A relatively simple Thai recipe you can try
To put these tips, ingredients and methods into practice, you can try out this recipe which is a staple Thai preparation: riceselect.com/recipe/bangkok-rice-shrimp-salad.
Thai cuisine is renowned for its bold and vibrant flavors, which are largely attributed to the use of a wide range of spices and herbs. Spices are an integral part of Thai cooking and are used to add depth, complexity, and a unique aroma to dishes. Here are some of the most commonly used Thai spices in Thai cuisine:
- Lemongrass: A popular ingredient in Thai cooking, lemongrass has a subtle citrusy flavor and is used in soups, curries, and stir-fries.
- Galangal: This root is similar to ginger, but with a distinct flavor. It is used in soups and curries to add a subtle heat and a citrusy note.
- Kaffir lime leaves: These leaves have a strong citrusy flavor and are used to add a bright, fresh note to soups, curries, and stir-fries.

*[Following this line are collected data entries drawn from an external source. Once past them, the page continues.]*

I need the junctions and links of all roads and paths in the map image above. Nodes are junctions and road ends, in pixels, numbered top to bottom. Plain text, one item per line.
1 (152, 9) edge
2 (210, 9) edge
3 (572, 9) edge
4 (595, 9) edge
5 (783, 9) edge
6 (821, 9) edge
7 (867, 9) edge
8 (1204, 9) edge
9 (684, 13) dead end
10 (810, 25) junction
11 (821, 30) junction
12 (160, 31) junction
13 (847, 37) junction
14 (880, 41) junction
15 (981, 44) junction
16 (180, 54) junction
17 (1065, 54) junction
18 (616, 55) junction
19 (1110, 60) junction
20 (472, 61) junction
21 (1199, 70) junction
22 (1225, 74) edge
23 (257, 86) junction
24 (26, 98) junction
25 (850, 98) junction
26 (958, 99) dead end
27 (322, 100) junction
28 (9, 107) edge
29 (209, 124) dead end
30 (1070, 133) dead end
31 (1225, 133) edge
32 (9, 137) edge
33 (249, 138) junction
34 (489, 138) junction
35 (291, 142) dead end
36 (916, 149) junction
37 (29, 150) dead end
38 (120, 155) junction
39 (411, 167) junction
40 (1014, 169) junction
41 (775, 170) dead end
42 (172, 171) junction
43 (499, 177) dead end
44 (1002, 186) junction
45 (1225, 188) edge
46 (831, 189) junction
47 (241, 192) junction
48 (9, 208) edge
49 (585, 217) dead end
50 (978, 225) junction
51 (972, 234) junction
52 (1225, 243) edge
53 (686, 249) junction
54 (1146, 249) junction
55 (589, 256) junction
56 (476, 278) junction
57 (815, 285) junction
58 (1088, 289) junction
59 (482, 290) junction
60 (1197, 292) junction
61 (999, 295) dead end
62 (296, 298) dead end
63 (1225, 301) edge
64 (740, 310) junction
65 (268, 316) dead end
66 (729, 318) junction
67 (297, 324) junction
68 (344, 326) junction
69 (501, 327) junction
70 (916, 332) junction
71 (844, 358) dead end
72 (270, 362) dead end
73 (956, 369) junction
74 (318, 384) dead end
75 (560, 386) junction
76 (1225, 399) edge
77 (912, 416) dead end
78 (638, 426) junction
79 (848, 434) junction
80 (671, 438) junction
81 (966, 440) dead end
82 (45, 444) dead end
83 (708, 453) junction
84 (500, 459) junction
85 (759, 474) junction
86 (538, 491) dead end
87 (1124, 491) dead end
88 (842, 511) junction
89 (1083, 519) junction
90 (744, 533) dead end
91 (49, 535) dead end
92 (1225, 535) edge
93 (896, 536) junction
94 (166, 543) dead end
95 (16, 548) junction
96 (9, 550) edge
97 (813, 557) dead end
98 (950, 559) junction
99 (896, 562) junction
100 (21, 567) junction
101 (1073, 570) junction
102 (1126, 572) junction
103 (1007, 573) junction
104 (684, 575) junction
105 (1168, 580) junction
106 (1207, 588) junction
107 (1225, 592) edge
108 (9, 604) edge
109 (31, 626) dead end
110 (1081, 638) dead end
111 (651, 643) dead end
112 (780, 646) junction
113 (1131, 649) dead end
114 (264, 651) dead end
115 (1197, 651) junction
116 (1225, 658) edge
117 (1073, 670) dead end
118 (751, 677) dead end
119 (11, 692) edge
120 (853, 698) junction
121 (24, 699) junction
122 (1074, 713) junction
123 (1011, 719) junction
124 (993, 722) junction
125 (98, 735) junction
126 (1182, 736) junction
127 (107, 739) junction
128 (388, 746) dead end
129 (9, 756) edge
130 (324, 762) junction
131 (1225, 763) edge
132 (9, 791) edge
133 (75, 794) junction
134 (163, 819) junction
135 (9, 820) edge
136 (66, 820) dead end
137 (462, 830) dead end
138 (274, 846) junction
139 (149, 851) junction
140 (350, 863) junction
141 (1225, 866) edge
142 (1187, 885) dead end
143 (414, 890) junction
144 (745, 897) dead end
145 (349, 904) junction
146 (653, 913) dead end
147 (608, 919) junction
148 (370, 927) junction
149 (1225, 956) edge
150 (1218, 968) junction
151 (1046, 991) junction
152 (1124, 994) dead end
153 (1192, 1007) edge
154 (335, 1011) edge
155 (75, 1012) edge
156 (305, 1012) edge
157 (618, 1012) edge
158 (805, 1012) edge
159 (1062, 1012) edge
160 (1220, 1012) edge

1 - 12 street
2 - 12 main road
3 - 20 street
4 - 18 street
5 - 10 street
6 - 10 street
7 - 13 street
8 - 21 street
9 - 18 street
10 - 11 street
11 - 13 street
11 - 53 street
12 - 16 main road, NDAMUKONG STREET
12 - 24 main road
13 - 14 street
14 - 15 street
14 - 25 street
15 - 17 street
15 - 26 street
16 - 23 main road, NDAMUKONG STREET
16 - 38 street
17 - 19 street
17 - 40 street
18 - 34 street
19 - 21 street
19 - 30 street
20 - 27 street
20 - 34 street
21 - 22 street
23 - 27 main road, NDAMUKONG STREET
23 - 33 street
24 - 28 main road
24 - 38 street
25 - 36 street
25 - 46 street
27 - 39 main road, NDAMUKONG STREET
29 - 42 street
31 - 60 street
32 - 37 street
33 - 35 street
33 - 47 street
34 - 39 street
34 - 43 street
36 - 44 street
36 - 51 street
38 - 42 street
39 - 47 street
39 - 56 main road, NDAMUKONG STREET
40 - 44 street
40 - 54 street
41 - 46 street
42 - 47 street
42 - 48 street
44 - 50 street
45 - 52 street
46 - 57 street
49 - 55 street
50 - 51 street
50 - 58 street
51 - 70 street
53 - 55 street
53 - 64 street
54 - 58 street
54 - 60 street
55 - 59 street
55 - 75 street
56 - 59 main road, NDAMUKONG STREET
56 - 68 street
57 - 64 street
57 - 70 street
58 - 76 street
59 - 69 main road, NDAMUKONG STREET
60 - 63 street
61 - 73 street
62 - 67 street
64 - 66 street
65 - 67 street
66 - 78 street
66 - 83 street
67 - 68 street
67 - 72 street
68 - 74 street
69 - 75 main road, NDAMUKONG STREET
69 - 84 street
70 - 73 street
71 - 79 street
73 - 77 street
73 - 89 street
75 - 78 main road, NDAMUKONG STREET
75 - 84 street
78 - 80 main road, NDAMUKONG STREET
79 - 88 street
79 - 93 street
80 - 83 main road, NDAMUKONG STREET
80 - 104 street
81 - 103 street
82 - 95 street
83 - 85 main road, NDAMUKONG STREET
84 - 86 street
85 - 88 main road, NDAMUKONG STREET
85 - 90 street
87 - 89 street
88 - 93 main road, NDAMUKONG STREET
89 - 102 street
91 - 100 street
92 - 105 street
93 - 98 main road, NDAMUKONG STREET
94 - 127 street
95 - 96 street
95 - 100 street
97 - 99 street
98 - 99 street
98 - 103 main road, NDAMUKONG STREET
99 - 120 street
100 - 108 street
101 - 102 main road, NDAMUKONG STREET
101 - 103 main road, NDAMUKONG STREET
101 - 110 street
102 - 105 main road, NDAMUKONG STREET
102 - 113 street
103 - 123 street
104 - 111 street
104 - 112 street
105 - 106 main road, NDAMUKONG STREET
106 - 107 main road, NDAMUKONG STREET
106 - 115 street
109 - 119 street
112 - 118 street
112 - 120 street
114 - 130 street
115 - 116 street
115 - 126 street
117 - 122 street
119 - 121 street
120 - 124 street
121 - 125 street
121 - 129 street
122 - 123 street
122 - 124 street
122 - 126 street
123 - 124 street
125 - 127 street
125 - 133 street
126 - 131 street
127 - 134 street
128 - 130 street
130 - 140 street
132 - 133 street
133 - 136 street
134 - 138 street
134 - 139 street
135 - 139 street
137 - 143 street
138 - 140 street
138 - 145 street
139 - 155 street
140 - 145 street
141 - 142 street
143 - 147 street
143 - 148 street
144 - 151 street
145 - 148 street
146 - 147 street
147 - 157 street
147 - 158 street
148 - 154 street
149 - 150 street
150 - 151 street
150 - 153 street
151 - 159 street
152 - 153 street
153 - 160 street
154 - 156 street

- Thai basil: This herb has a slightly spicy, anise-like flavor and is used in stir-fries, curries, and noodle dishes.
- Coriander (Cilantro): The leaves and seeds of this herb are used in Thai cuisine. The leaves are used to garnish dishes and add a fresh, citrusy flavor, while the seeds are used as a spice in curries.
- Turmeric: This bright yellow spice has a slightly bitter, earthy flavor and is used in curries and rice dishes.
- Cumin: This spice has a warm, earthy flavor and is used in curries and stir-fries.
- Chili peppers: Thai cuisine is known for its spicy dishes, and chili peppers are used liberally in many recipes to add heat and depth of flavor.
- Garlic: A staple ingredient in many cuisines, garlic is used in Thai cooking to add a pungent, savory flavor to dishes.
These are just a few of the many spices and herbs used in Thai cuisine. Thai spices are often used in combination to create complex and flavorful dishes that are beloved around the world. If you’re interested in trying your hand at cooking Thai food, start by stocking up on some of these essential Thai spices and experimenting with different flavor combinations to create your own unique dishes.
Thai recipes may seem hard at first, but the more meals you make, you will see how not only ingredients, but cooking patterns are repeated. This makes Thai food highly accessible and the best way to try new and exciting dishes. In addition, most recipes can be adapted to make them vegan or vegetarian.